Post by Terry McGee »

paddler wrote: Fri Dec 16, 2022 1:55 pm Regarding bore profiles of whistles, a lot of whistles employ some kind of head taper which I think of as being analogous to the
parabolic head profile of a Boehm flute. Sometimes this takes the form of plug extensions that protrude into the bore either
side of the window. In other designs the external profile of the head may be compressed into a squared-off profile that also
impacts the bore volume in the head area. I'm not sure if you want to add notes on this kind of thing, but it is probably just
as relevant as the specific bore profile of conical bore whistles.
That's tricky isn't it. It requires a consideration of whether the cross sectional area of the bore is being significantly diminished over a significant enough length of bore. A lot of value judgments to be made there.
For the conical bore whistles, you would need to specify where on the bore the diameter is measured, if you are going to use just
a single value. Some of the measurements above seem to be using a measurement at the foot. However, I think the more acoustically
relevant measurement would be at the head, close to the window. I think that contributes more to determining whether a particular
whistle performs like a narrow or wide bore cylindrical model.
You can't just use a single value, can you? You'd really need to specify the diameters at top and bottom of the taper, and the distance between them, plus the diameter of any untapered section, such as perhaps above the tuning slide.

If we look at our only tapered whistle data point, it currently tells us:
P.G. Bleazey High D in Mopane, tunable (0.37", 9.3mm at foot; 0.50", 12.8mm at middle joint)
Ideally, for the sake of comparisons, we'd need to know where the head bore meets the tapering section, and the diameter(s) and slope(s) above and below it.

And adding the suggested figure for speaking length, we'd end up with something like:
P.G. Bleazey High D in Mopane, tunable (0.50", 12.8mm x length from blade to the end of the cylindrical section; 0.37", 9.3mm x length from there to foot)

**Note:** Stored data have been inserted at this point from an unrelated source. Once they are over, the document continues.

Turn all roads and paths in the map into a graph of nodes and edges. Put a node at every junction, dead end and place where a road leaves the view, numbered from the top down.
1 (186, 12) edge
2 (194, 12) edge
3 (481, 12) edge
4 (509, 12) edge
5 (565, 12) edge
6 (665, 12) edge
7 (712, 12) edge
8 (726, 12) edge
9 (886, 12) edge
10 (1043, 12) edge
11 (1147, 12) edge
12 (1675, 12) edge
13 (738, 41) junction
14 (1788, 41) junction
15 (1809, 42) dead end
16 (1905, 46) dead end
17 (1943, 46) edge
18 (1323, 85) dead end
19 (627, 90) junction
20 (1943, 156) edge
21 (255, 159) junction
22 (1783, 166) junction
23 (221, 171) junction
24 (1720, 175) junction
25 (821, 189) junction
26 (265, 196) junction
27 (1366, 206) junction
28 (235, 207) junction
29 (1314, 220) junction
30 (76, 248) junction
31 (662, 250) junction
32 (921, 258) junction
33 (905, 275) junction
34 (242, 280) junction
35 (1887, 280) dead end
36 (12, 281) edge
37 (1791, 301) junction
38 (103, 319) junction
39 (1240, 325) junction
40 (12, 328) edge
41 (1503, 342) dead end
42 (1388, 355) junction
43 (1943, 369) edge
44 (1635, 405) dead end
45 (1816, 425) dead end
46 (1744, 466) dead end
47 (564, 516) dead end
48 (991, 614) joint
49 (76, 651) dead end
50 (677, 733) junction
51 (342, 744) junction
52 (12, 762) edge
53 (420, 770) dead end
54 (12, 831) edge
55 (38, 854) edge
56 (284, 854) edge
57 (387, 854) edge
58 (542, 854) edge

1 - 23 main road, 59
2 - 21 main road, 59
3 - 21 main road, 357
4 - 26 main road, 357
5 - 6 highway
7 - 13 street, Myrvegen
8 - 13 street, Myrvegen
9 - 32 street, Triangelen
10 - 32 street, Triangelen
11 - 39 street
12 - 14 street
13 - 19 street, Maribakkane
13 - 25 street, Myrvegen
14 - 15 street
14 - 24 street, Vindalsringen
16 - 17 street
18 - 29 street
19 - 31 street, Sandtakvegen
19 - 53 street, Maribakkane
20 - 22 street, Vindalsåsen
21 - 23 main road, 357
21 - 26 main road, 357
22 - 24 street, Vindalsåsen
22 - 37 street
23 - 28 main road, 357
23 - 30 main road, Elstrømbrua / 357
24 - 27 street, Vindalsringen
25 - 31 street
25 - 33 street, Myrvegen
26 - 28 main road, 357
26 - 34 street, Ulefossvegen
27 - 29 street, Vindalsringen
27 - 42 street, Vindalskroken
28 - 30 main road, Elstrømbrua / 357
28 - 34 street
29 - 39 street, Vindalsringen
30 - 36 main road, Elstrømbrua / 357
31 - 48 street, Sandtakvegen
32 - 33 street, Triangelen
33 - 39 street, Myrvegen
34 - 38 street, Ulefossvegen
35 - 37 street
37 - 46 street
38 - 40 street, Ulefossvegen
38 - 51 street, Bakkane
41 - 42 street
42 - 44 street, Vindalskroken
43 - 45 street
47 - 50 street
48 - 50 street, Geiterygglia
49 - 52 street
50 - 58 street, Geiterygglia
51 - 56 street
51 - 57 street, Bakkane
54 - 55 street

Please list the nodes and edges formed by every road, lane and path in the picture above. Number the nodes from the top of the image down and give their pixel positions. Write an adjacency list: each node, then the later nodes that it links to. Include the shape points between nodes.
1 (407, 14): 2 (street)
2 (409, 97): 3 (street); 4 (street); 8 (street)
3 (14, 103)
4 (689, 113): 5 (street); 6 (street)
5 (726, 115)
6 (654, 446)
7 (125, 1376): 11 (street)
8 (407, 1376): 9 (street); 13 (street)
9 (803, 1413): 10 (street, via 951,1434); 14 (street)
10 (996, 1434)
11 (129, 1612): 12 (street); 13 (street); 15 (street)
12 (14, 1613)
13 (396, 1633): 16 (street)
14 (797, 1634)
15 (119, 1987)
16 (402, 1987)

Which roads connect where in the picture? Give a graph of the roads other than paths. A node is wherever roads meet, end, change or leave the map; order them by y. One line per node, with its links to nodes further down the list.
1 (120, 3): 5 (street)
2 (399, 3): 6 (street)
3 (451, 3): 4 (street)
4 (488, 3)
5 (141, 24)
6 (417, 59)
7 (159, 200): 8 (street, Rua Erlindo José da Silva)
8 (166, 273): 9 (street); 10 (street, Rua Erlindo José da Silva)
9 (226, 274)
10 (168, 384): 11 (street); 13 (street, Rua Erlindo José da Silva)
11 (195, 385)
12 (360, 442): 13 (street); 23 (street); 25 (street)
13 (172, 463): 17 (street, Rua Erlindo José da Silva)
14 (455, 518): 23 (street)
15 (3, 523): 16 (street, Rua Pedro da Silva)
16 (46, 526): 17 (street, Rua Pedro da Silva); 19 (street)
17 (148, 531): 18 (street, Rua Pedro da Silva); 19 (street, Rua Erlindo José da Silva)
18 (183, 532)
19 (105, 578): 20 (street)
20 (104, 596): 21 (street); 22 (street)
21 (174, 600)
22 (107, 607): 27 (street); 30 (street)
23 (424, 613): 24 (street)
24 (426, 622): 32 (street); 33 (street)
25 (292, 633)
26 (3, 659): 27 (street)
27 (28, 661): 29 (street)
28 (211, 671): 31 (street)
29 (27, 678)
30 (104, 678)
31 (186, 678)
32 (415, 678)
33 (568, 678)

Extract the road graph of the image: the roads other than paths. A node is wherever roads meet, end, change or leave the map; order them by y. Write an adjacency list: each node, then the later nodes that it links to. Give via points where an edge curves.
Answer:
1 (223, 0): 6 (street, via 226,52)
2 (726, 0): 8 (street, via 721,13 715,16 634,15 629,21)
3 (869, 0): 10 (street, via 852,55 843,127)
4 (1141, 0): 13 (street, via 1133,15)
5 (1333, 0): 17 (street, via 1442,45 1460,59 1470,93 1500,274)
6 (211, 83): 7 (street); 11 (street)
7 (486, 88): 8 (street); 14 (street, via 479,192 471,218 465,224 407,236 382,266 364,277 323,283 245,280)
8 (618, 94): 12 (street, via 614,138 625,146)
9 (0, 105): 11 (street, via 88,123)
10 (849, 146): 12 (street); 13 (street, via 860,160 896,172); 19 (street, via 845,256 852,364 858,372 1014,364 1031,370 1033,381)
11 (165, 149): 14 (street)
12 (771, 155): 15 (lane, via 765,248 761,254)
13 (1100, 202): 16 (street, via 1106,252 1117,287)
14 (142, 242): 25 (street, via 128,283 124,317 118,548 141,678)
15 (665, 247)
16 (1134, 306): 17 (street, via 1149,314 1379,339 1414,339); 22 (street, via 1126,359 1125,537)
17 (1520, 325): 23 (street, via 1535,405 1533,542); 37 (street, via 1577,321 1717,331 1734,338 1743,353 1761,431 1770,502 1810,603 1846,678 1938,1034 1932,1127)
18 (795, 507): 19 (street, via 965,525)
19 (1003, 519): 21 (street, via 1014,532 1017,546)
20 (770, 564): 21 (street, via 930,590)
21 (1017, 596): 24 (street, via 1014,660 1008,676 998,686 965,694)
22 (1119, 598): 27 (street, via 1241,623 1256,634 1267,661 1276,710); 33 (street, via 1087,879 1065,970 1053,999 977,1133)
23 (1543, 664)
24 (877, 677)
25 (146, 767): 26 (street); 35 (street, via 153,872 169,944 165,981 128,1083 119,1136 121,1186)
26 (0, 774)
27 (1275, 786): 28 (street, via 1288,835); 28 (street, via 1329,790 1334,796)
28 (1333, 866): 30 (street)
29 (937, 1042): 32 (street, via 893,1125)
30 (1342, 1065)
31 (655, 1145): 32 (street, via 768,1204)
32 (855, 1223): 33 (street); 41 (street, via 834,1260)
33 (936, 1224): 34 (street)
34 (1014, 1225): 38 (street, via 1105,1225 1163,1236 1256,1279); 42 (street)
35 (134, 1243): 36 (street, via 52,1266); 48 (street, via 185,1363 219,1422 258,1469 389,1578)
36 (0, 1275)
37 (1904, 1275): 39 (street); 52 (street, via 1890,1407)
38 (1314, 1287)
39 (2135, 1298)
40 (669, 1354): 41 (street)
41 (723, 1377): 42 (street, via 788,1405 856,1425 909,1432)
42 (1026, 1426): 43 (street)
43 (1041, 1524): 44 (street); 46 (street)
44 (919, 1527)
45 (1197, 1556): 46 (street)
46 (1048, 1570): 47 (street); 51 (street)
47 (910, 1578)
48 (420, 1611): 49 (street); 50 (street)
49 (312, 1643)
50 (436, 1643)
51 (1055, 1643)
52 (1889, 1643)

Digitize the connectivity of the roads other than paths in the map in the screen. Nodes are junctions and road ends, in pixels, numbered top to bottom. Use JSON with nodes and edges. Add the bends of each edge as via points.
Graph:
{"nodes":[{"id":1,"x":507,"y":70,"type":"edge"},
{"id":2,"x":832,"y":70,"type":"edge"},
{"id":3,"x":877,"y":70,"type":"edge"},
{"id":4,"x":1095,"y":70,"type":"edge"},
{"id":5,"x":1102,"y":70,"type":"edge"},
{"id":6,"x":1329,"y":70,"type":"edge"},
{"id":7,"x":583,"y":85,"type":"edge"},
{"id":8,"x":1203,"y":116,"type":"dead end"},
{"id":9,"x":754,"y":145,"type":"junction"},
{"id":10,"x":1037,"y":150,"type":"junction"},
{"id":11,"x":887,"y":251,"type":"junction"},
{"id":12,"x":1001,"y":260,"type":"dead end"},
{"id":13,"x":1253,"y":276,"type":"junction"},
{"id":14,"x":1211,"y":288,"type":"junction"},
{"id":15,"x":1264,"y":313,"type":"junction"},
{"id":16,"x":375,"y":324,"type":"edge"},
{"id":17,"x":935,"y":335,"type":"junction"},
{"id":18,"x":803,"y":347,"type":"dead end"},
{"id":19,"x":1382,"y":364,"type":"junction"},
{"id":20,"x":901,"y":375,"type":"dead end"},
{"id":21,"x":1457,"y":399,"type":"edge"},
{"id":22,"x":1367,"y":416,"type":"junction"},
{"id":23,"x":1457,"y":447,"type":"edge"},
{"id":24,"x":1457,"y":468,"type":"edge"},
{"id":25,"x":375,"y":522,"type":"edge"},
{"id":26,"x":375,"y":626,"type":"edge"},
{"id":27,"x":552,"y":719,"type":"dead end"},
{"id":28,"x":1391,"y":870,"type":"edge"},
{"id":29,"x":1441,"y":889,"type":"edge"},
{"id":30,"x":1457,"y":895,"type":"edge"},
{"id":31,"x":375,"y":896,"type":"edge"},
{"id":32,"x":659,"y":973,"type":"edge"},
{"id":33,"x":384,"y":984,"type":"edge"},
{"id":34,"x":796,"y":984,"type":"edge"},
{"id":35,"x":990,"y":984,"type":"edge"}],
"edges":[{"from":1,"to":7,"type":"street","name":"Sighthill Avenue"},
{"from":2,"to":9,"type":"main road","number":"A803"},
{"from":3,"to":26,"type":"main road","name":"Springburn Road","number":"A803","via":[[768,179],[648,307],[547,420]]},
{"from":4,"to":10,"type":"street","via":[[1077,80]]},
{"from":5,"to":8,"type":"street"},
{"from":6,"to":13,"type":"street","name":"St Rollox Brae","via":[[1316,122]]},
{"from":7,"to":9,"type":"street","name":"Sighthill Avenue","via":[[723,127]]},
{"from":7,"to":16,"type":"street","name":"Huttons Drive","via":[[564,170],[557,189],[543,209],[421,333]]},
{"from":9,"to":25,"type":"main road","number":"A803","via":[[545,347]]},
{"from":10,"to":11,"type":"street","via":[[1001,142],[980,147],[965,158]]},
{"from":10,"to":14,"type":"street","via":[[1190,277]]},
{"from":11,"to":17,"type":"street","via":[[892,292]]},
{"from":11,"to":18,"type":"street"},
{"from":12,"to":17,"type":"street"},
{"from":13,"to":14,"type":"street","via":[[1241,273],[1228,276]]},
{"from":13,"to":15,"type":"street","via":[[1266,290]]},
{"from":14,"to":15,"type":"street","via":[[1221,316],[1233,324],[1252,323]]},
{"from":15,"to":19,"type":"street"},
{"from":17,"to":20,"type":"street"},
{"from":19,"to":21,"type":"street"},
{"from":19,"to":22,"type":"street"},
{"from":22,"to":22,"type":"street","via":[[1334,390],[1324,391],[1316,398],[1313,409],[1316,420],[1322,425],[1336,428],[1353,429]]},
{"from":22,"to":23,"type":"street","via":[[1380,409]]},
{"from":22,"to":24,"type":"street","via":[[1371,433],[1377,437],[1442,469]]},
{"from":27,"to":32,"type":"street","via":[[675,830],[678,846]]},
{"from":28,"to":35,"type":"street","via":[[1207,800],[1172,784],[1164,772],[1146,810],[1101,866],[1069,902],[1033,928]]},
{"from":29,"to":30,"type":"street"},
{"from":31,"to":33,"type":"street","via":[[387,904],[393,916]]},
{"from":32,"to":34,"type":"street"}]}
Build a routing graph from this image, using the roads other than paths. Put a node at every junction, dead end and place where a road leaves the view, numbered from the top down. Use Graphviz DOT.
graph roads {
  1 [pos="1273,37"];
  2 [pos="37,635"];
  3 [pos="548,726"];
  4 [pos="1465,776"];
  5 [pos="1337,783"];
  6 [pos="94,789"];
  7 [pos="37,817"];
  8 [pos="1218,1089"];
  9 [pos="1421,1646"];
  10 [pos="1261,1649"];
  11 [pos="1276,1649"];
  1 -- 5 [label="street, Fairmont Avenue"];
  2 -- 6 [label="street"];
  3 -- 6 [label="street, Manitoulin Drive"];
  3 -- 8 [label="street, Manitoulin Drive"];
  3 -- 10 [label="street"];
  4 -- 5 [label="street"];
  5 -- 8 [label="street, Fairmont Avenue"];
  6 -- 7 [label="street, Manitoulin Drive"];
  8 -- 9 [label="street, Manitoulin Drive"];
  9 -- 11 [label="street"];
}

This raises a question. In flutes, the narrow part of the tuning slide always protrudes from the head, entering into the wider section in the barrel. Do whistles follow the same convention, the opposite convention (possibly arguing that, hey, we're tapering downwards here, lets make the slide transition part of the taper), or do they vary? I suspect I've seen both. IE, in some cases, the thinner slide poking out of the head, in other cases, the thinner slide poking out of the body. Whatever, anyone providing us with data on a tapered whistle with tuning slide needs to be alert to where the junction between cylinder and taper lies.
Regardless of the level of detail, I think a resource like this would be valuable.
OK. Let's plug on! (As we say in the stopper insertion industry). Hmmm, on that note, can D.I.Y. whistle makers be rightly accused of self-flageolation?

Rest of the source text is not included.